— Неужели мне нужно напоминать тебе, Форсворт, что эта, как ты ее называешь, дрянь — наша двоюродная сестра? — Квентин произнес эти слова так, что не вызывало сомнения: он считает брата недоумком. — И я в ужасе от того, что ты сделал с ней. Следовательно, я не имею права отдавать ее тебе. А теперь хватит паясничать и убирайся отсюда!
Форсворт замахнулся, собираясь ударить брата в лицо, но Квентин едва заметным движением руки выхватил кинжал и прижал его к тощей груди негодяя.
— Подумай о своей жизни, Форсворт, — предупредил он. — Ты можешь потерять гораздо больше крови. Мне кажется, ты именно этого и заслуживаешь. Попробуй только ударь!
— Ты отдашь ее мне! — продолжал настаивать Форсворт.
Квентин не скрывал своего изумления.
— Теперь я вижу, что Илис выбила тебе последние мозги, когда проткнула твою руку. А может, у тебя и до этого было пусто в башке? — С видом взрослого, читающего нотацию неразумному ребенку, он положил руку на плечо брату. — Возвращайся туда, откуда пришел, и если ты не перебинтуешь рану, то умрешь от потери крови. Я не отдам тебе Илис. Она находится под моей защитой, и тебе придется жизнью заплатить за попытку силой отобрать ее у меня. Клянусь, я вспорю тебе брюхо, если ты осмелишься протянуть к ней свои лапы.
Форсворт отпрянул.
— Убери от меня свои грязные руки, ты, иуда! — бросил он и, пошатываясь, отошел в сторону, искоса поглядывая на брата. — Берегись, Квентин. Я вернусь за ней.

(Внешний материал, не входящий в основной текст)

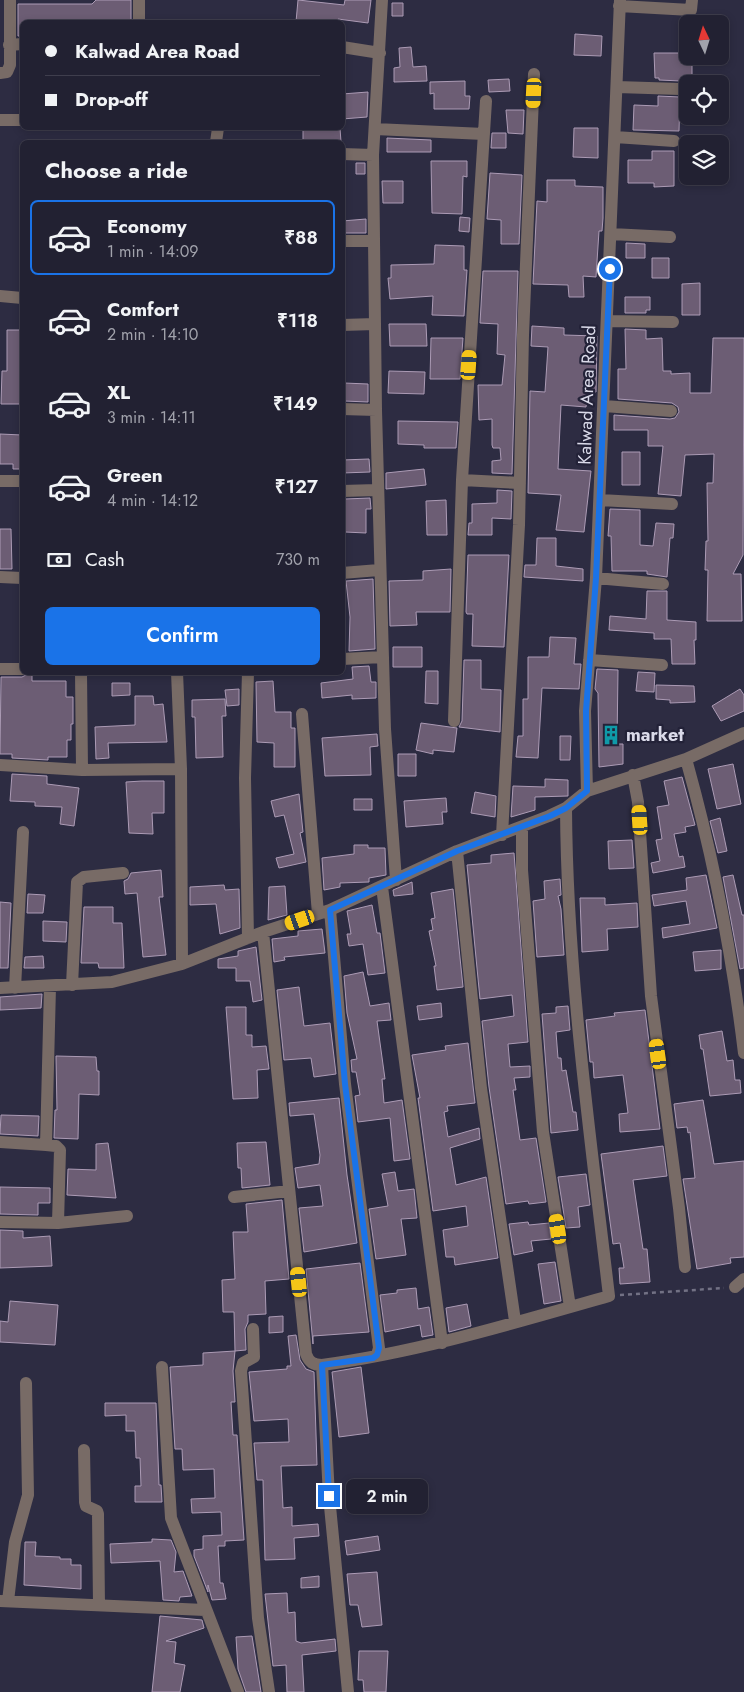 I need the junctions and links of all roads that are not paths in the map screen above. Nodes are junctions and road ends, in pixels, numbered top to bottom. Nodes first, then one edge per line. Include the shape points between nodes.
1 (10, 0) edge
2 (139, 0) edge
3 (382, 0) edge
4 (692, 0) edge
5 (620, 3) edge
6 (139, 20) edge
7 (16, 44) edge
8 (345, 47) edge
9 (380, 53) junction
10 (0, 73) edge
11 (534, 74) dead end
12 (617, 87) junction
13 (679, 89) edge
14 (486, 101) dead end
15 (0, 120) edge
16 (20, 120) edge
17 (375, 129) junction
18 (484, 134) junction
19 (615, 137) junction
20 (674, 142) dead end
21 (345, 154) edge
22 (373, 155) junction
23 (611, 234) junction
24 (670, 237) dead end
25 (345, 241) edge
26 (374, 241) junction
27 (0, 296) edge
28 (20, 298) edge
29 (607, 322) junction
30 (673, 322) dead end
31 (375, 324) junction
32 (345, 326) edge
33 (604, 406) junction
34 (345, 409) edge
35 (376, 410) junction
36 (671, 411) dead end
37 (462, 480) junction
38 (0, 481) edge
39 (20, 481) edge
40 (520, 483) junction
41 (345, 490) edge
42 (377, 490) junction
43 (600, 500) junction
44 (672, 504) dead end
45 (379, 570) junction
46 (345, 573) edge
47 (0, 577) edge
48 (20, 578) edge
49 (596, 578) junction
50 (663, 584) dead end
51 (383, 657) junction
52 (345, 659) edge
53 (589, 660) junction
54 (662, 665) dead end
55 (0, 669) edge
56 (20, 669) edge
57 (80, 675) edge
58 (177, 675) edge
59 (248, 675) edge
60 (302, 714) dead end
61 (454, 721) dead end
62 (744, 733) edge
63 (686, 759) junction
64 (0, 765) edge
65 (181, 769) junction
66 (82, 770) junction
67 (633, 775) junction
68 (587, 791) junction
69 (566, 808) junction
70 (522, 828) junction
71 (23, 832) dead end
72 (502, 835) junction
73 (457, 851) junction
74 (123, 873) dead end
75 (396, 880) junction
76 (382, 887) junction
77 (324, 912) junction
78 (264, 932) junction
79 (248, 938) junction
80 (182, 964) junction
81 (72, 985) junction
82 (50, 987) junction
83 (0, 988) edge
84 (15, 988) junction
85 (744, 1054) edge
86 (0, 1142) edge
87 (46, 1145) junction
88 (289, 1191) junction
89 (234, 1196) dead end
90 (127, 1216) dead end
91 (0, 1222) edge
92 (58, 1223) junction
93 (685, 1267) dead end
94 (570, 1307) junction
95 (515, 1321) junction
96 (253, 1329) dead end
97 (442, 1343) junction
98 (377, 1355) junction
99 (322, 1365) junction
100 (162, 1367) dead end
101 (26, 1383) dead end
102 (84, 1450) dead end
103 (4, 1601) edge
104 (99, 1605) junction
105 (205, 1610) junction
106 (238, 1692) edge
107 (269, 1692) edge
108 (348, 1692) edge

1 - 7 street
2 - 6 street
3 - 9 street
4 - 5 street via 691,10
5 - 12 street, Kalwad Area Road
7 - 10 street via 7,72
8 - 9 street
9 - 17 street
11 - 40 street
12 - 13 street
12 - 19 street, Kalwad Area Road
14 - 18 street
15 - 16 street
17 - 18 street
17 - 22 street
18 - 37 street
19 - 20 street
19 - 23 street, Kalwad Area Road
21 - 22 street
22 - 26 street
23 - 24 street
23 - 29 street, Kalwad Area Road
25 - 26 street
26 - 31 street
27 - 28 street
29 - 30 street
29 - 33 street, Kalwad Area Road
31 - 32 street
31 - 35 street
33 - 36 street
33 - 43 street, Kalwad Area Road
34 - 35 street
35 - 42 street
37 - 40 street
37 - 61 street
38 - 39 street
40 - 72 street
41 - 42 street
42 - 45 street
43 - 44 street
43 - 49 street, Kalwad Area Road
45 - 46 street
45 - 51 street
47 - 48 street
49 - 50 street
49 - 53 street, Kalwad Area Road
51 - 52 street
51 - 75 street
53 - 54 street
53 - 68 street, Kalwad Area Road
55 - 56 street
57 - 66 street
58 - 65 street
59 - 79 street via 245,778
60 - 77 street
62 - 63 street
63 - 67 street
63 - 85 street via 701,811 728,943
64 - 66 street
65 - 66 street
65 - 80 street
67 - 68 street
67 - 93 street via 638,802 650,996
68 - 69 street
69 - 70 street
69 - 94 street via 577,1027 609,1296
70 - 72 street
70 - 94 street via 522,870 543,1132
71 - 84 street
72 - 73 street
73 - 75 street
73 - 95 street via 481,1088
74 - 81 street via 84,877 77,882
75 - 76 street
76 - 77 street
76 - 97 street
77 - 78 street
77 - 98 street via 379,1348
78 - 79 street
78 - 88 street
79 - 80 street
80 - 81 street via 112,982
81 - 82 street
82 - 84 street
82 - 87 street
83 - 84 street
86 - 87 street
87 - 92 street via 60,1150
88 - 89 street
88 - 99 street via 306,1354 315,1365
90 - 92 street
91 - 92 street
94 - 95 street
95 - 97 street
96 - 107 street via 254,1357 243,1363 241,1371 258,1618
97 - 98 street
98 - 99 street
99 - 108 street via 329,1496
100 - 105 street via 171,1518
101 - 103 street via 28,1495
102 - 104 street via 85,1502 98,1514
103 - 104 street
104 - 105 street
105 - 106 street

На лице старшего брата появилась улыбка.
— Как пожелаешь, Форсворт. Я не испытываю к тебе особой любви, поэтому не буду долго оплакивать твою смерть. Я всегда думал, что мы действительно только единоутробные братья.
— Что?
Красивые губы Квентина изогнулись в презрительной усмешке.
— А то, что я всегда подозревал, что ты ублюдок, Форсворт, что ты не сын Бардольфа Редборна.
— Будь ты проклят! — в бешенстве закричал тот. — Как ты смеешь называть нашу мать шлюхой! Как ты смеешь обвинять ее в прелюбодеянии!
Квентин равнодушно пожал плечами:
— Мне всегда казалось, что ты, при своем тугодумии, не мог быть сыном нашего отца, здравомыслящего и просто умного человека.
— Если это так, как же он позволил отравить себя? — ухмыльнулся Форсворт.
— Что ты хочешь сказать? — резко произнес Квентин.
Злорадствуя, Форсворт указал на Илис:
— Спроси у нее.
Квентин медленно повернулся к девушке.
— О чем он говорит?
Илис в отчаянии заломила руки: она знала, с какой любовью Квентин относился к отцу.
— Говори!
Илис вздрогнула от его возгласа и наконец решилась открыть ему всю правду:
— В доме моего отца слуги судачили о том, что Кассандра отравила и мою мать, и твоего отца.